А потом такое было еще несколько раз, и она поняла, что люди могут заранее чувствовать, когда это с ними случится. И теперь она сама это чувствовала: во всем теле наступила странная легкость, ничего в нем не болело: ни отмороженные пальцы ног, ни плечо, которым она сильно ударилась, когда упала на улице, и не было того жадного огонька, который всегда горел внутри от голода, ничего этого не было. Все тело стало легким, будто его подняли над полом, и оно так висело в пространстве, успокоенное, тихое, без сердечного стука, и еще была темнота, где-то далеко, но была — не вода, не земля, не воздух, а просто темнота, в которую можно было прыгнуть и ничего не почувствовать, и в то же время прыгнуть было нельзя, а надо было только ждать, когда эта темнота надвинется ближе, тогда тело само уйдет в нее. Может быть, она могла бы прожить еще день, потому что у нее оставался сухарь, который вчера переслал ей отец с тем солдатом, и немного дров, которые она набрала в пустых комнатах соседей по квартире, но ей не хотелось больше есть, и топить печку не хотелось, единственное, чего она желала, — это вспомнить что-то очень важное, но ей мешала эта женщина. Если бы Оля могла, она бы просто сбила ее с потолка. Так она лежала, когда раздался стук в дверь.

Казанцев вошел и сразу увидел ее белеющее в сумерках угла лицо и большие глаза, обращенные к нему, и вежливо сказал:

— Добрый день!

Прежде чем попасть в эту комнату, он заглянул в две другие. Там ничего не было, кроме пустых кроватей, остывших железных печурок, ненужных домашних вещей: старых ботинок, потертых ученических сумок, разных бумаг. Он уж подумал, что вообще тут никто не живет, пока не открыл эту дверь, увидел Олю, обрадовался, смутился, что застал ее так, лежащей в кровати, и поэтому сказал:

— Извините, пожалуйста, я выйду на минуточку. А вы одевайтесь.

Он вышел в коридор, достал папиросу, стал курить. Поглядел на часы: было четверть второго, и до начала спектакля еще оставалось время. Он курил не спеша, чтобы дать ей возможность привести себя в порядок.

Через некоторое время он снова постучался, ему не ответили, тогда он открыл дверь и увидел, что она, как лежала в кровати, так и лежит. Он подошел к ней, заглянул в глаза, в эти огромные, как толстый зеленый лед, глаза, увидел там, в их глубине, темноту, испугался, быстро пощупал ее лицо. Оно было теплым.

— Вы больны? — спросил он.

— Уйди, — сказала она, узнав в нем вчерашнего солдата, и не захотела, чтобы он был сейчас рядом.

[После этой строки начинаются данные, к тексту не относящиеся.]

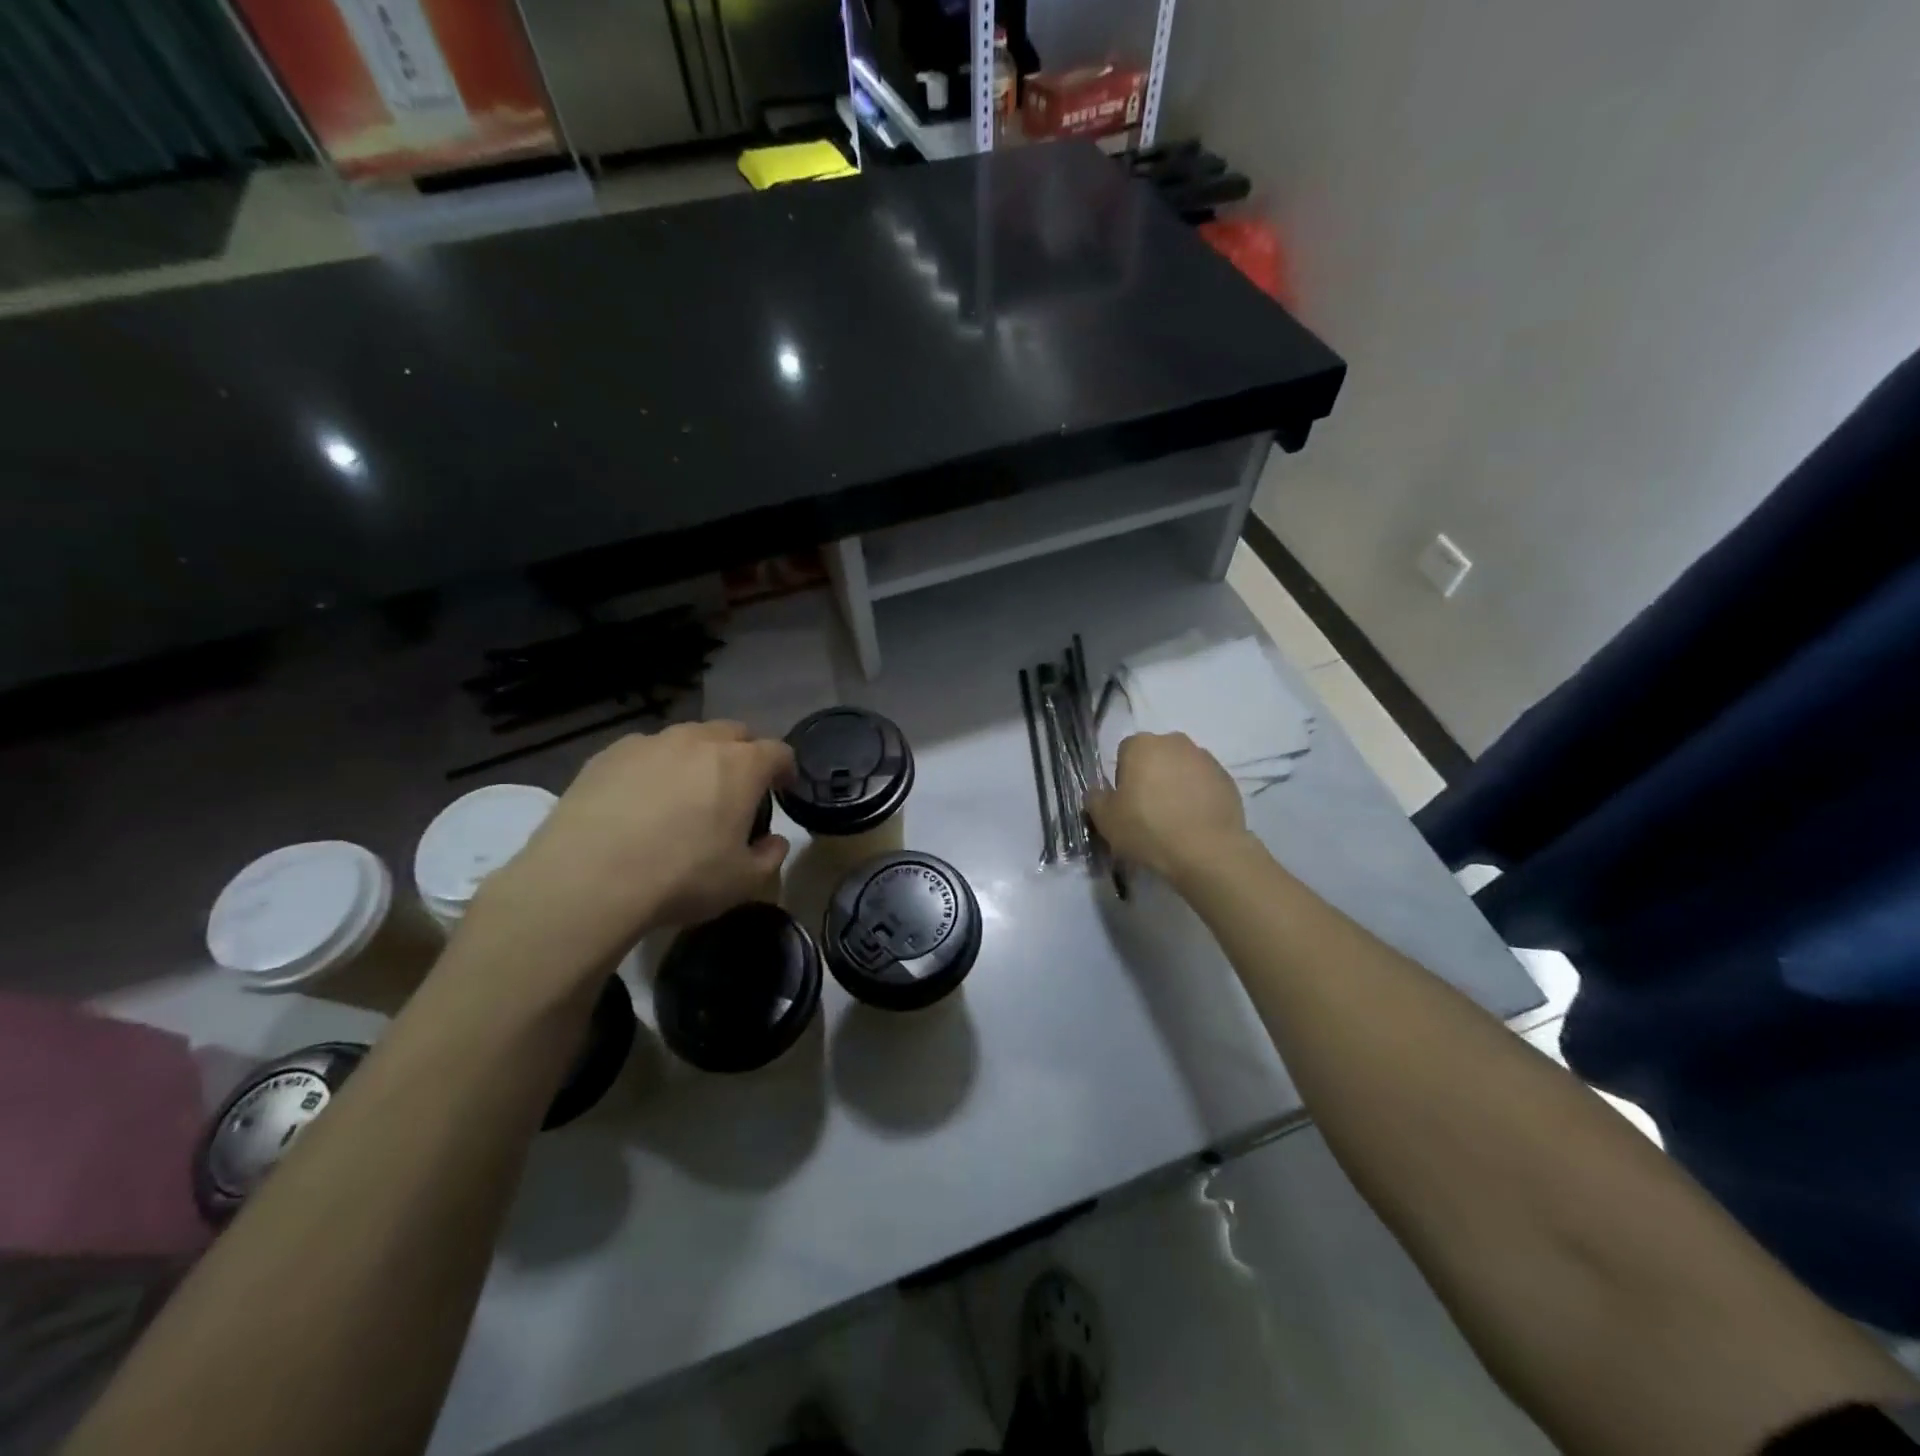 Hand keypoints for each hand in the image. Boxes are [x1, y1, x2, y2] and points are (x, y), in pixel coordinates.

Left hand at [464, 722, 792, 979]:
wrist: (588, 879)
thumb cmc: (681, 878)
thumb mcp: (743, 882)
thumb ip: (770, 857)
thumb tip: (774, 842)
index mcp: (741, 766)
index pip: (778, 752)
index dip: (786, 770)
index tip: (783, 790)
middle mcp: (700, 741)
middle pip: (734, 732)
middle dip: (744, 753)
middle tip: (737, 788)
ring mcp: (651, 743)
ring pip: (688, 737)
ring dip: (698, 756)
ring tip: (686, 792)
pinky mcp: (608, 754)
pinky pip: (644, 751)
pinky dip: (654, 767)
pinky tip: (640, 800)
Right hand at [1085, 732, 1250, 881]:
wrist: (1207, 851)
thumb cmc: (1148, 829)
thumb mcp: (1105, 819)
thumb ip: (1095, 799)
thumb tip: (1098, 792)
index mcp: (1142, 745)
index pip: (1125, 752)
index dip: (1122, 778)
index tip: (1126, 803)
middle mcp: (1175, 742)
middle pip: (1155, 756)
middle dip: (1151, 776)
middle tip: (1148, 810)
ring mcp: (1205, 759)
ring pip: (1181, 768)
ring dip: (1175, 785)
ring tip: (1174, 819)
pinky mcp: (1227, 779)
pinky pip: (1204, 783)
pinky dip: (1198, 796)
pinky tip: (1194, 822) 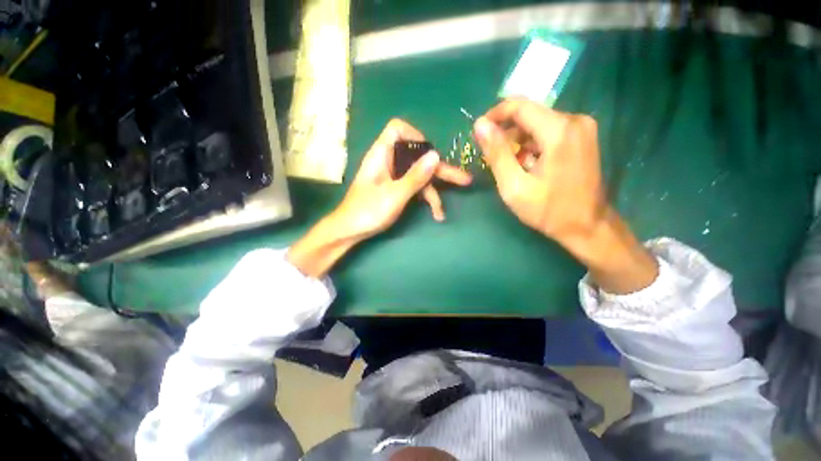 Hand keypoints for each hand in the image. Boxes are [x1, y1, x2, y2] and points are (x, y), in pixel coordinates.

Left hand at [288, 119, 470, 277]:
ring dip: (433, 192)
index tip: (429, 155)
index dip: (416, 136)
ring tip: (441, 212)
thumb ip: (415, 176)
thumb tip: (436, 155)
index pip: (398, 129)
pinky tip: (434, 214)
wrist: (350, 231)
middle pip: (417, 157)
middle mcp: (389, 161)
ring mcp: (393, 176)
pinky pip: (414, 187)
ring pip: (418, 175)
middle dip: (440, 170)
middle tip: (464, 181)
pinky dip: (424, 198)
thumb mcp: (395, 195)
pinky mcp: (395, 188)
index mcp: (382, 154)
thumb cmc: (367, 212)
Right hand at [474, 98, 656, 293]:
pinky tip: (528, 166)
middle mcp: (574, 120)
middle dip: (506, 133)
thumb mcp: (514, 185)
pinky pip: (549, 131)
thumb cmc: (548, 210)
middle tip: (493, 158)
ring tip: (511, 167)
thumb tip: (480, 126)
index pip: (519, 106)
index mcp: (558, 130)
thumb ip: (497, 153)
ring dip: (519, 141)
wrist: (587, 226)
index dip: (494, 116)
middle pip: (529, 115)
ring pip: (538, 124)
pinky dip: (533, 145)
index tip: (479, 133)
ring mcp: (582, 128)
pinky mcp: (583, 137) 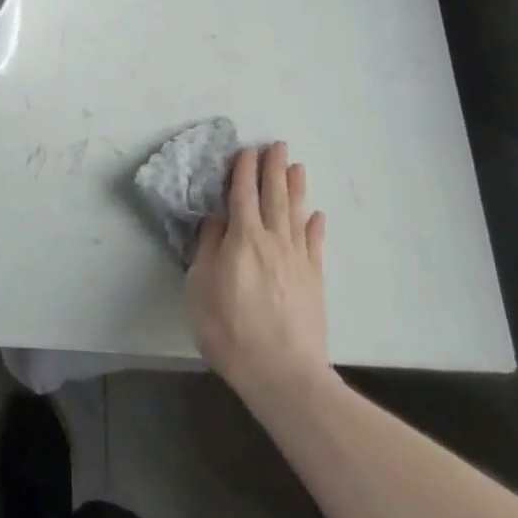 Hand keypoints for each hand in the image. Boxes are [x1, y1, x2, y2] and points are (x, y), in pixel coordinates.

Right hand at [186, 144, 332, 405]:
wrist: (283, 374)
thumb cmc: (230, 329)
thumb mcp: (200, 287)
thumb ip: (208, 249)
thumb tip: (216, 220)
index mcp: (242, 238)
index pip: (242, 194)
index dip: (243, 170)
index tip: (245, 150)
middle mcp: (273, 240)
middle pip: (273, 196)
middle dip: (273, 168)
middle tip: (277, 144)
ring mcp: (297, 260)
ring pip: (296, 214)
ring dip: (296, 188)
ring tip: (297, 166)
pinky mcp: (314, 281)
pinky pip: (315, 245)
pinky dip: (315, 227)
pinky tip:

— Я за тобой пришел, — сказал Казанцев. — У меня билеты в театр. Настоящих два билета.

— Не понимаешь, — тихо, с укоризной сказала она. — Я сегодня умру... Ты уйди.

— Чепуха, — сказал Казанцев. — Никуда я не пойду. И так не умирают... Ну, ладно. Не хочешь в театр, не надо. Я сейчас чего-нибудь соображу. Вот чаю... Ну, конечно, чаю. Ты пока лежи, а я все сварганю.

Он поставил карабин к стенке и сразу засуетился. На подоконнике стоял чайник, в нем было налито до половины воды, и стояли тут пустые стеклянные банки, чашки, тарелки. Он присел к печурке, растопил ее, она быстро загудела.

— Отлично, — потер он руки, радуясь, что так у него все хорошо выходит. — Сейчас вскипит.

Он нашел в углу тряпку, расстелил ее на полу возле печурки, как скатерть, достал весь свой дневной паек, разложил его в порядке, поставил чашки.

— Прошу к столу, — сказал он.

Она не смотрела в его сторону, глаза ее были обращены на эту изогнутую по-змеиному женщину на потолке.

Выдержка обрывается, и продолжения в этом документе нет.